Stupid stupid stupid! She had taken no precautions at all. Her thoughts flashed to Chrissie Roberts. Chris had been her very first casualty on Child of Harmony and had died because she was over confident in her viper abilities. She had been new to them; they all had back then. They had felt super
human, until Chris died in her first battle, and others died soon after. None of them had any illusions now.
The pistol came up and stopped. She could have pulled the trigger, even as she fell, but she recognised the bloody mangled thing tackling her to the floor. She grabbed him, turning slightly to cushion his fall with her own body. He didn’t fight her, maybe couldn’t do more than he had. He was totally fucked up. She kept an arm around him and holstered her pistol, then opened her helmet’s visor to reveal her face to him.

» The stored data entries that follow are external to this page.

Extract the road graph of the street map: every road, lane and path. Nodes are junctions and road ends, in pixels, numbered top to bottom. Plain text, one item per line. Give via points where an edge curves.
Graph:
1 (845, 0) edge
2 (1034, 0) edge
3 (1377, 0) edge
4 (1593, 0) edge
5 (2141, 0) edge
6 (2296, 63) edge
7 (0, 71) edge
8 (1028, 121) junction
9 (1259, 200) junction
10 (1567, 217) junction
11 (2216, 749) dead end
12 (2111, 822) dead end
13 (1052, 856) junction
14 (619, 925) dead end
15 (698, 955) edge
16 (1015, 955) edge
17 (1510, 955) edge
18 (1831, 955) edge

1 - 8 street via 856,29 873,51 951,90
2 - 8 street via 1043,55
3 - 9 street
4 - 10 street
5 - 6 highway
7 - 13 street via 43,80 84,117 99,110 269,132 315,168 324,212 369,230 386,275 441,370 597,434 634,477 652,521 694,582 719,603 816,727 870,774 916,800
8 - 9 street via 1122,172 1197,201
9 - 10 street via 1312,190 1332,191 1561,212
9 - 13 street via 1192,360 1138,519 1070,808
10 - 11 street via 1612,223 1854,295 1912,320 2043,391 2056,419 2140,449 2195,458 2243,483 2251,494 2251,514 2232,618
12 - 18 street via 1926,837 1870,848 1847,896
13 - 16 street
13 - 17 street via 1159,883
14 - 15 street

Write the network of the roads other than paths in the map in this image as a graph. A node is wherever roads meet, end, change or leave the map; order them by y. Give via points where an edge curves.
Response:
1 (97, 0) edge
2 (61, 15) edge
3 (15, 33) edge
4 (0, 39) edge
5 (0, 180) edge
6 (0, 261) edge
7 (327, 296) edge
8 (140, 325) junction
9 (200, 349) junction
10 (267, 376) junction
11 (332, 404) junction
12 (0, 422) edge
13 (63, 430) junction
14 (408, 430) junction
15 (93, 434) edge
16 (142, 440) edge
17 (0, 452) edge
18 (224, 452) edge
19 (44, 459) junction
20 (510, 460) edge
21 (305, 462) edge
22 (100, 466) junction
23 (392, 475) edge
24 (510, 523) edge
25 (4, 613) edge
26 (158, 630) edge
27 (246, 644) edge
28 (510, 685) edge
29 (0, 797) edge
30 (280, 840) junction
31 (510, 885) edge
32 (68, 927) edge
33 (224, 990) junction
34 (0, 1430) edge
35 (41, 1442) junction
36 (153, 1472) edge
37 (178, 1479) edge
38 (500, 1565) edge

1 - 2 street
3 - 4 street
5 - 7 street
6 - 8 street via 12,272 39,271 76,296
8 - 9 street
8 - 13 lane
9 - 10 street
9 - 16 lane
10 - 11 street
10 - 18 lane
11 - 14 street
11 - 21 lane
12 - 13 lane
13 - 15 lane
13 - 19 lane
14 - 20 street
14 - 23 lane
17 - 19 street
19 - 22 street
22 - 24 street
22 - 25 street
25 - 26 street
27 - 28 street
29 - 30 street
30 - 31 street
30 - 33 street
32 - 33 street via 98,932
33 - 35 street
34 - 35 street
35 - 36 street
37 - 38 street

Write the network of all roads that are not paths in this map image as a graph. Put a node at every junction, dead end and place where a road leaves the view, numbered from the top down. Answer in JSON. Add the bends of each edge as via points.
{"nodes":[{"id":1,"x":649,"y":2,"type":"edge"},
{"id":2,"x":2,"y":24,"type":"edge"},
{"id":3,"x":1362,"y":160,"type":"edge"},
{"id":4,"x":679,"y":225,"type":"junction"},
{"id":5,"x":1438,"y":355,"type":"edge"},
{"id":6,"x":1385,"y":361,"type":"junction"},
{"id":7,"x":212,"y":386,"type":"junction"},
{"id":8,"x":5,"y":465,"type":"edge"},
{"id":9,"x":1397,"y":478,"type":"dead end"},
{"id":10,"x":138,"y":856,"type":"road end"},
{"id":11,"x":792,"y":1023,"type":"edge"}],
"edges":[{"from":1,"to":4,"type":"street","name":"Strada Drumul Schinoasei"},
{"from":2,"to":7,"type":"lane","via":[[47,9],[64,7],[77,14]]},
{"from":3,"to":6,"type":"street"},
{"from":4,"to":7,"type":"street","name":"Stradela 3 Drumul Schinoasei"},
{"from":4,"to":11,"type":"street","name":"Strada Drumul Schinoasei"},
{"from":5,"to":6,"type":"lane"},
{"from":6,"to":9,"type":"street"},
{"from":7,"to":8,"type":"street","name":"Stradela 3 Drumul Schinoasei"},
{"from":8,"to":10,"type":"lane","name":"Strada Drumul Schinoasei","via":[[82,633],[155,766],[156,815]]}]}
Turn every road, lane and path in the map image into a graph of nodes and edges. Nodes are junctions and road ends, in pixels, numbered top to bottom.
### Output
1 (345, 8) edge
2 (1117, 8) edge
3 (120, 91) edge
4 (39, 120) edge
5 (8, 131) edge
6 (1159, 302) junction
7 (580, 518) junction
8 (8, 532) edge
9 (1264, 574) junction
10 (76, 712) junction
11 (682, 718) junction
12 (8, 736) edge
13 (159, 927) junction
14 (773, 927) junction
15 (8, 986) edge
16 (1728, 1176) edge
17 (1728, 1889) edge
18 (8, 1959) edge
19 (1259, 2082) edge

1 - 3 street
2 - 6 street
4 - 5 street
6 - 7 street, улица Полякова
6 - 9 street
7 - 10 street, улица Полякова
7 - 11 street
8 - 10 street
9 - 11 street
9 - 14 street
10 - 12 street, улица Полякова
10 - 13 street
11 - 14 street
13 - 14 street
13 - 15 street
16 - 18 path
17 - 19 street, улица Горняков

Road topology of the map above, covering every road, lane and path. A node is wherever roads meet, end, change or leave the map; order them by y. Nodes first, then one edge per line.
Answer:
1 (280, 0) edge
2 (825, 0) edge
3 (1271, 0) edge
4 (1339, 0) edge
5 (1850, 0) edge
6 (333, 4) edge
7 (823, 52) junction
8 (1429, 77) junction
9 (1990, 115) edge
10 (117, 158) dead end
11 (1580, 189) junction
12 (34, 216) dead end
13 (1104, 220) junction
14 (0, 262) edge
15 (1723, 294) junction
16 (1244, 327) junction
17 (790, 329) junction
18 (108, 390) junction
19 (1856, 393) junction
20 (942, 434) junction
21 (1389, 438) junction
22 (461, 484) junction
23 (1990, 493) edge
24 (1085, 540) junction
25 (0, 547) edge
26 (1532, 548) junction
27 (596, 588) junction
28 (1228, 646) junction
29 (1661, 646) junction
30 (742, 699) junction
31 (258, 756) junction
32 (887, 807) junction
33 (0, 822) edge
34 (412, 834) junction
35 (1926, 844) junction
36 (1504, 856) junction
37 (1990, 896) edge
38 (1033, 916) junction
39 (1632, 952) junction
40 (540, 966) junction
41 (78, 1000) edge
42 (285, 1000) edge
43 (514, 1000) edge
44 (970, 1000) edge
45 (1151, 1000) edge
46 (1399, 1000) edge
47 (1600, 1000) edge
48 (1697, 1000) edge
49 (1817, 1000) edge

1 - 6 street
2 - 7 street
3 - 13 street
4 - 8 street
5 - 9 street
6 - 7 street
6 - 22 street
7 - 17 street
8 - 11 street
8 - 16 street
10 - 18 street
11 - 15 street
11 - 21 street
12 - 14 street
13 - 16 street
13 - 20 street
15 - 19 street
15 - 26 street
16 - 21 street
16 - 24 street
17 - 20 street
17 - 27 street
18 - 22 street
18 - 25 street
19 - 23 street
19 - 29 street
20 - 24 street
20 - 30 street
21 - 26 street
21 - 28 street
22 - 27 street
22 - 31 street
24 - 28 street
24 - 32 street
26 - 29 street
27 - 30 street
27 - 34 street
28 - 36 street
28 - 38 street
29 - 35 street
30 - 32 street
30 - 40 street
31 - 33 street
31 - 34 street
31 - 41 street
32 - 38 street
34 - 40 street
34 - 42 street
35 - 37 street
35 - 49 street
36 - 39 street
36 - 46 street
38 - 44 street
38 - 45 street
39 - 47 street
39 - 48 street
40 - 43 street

His helmet was missing and blood covered his face. He was still bleeding from ears and nose, and one eye was stuck shut. He was breathing heavily and blood bubbled at his lips.
“Mart—” Gina began, but his bloodied hand blurred and clapped over her mouth. Her eyes popped wide at the slap. That bloody hurt!
Cragg shook his head urgently.
Gina checked her sensors, but there were no hostiles in range. What the hell? Cragg rolled off her. He grabbed her right arm, pawing her sleeve almost ripping it in his frenzy to reach her wristcomp. She let him, realising his own was missing and the forearm it had been strapped upon. Jesus he was screwed. One eye and arm out of commission, and his diagnostic data on her display listed many internal injuries. Why wasn’t he in hibernation? Maintenance mode wasn’t up to this; it would take days to deal with this level of damage.
Blood frothed and bubbled on his lips, punctured lung was on the list, but he used his good eye and hand to punch in coordinates on her wristcomp. He pressed save and seemed to breathe easier. He paused to cough up blood and spit it out. He looked into Gina’s eyes and put a finger over his own lips.
She nodded, really worried now. He pointed to her wristcomp and typed a message on the screen...
Don’t talk, don’t run a sweep. Do nothing until I finish... ok?
She nodded again.
Merki under a stealth field spoofed my sensors. Nearly got me. Coordinates in your comp. Big force. BIG! Near, will hear us, will detect transmissions... maybe. Can’t chance it. I interrupted hibernation. The beacon... I dead for sure.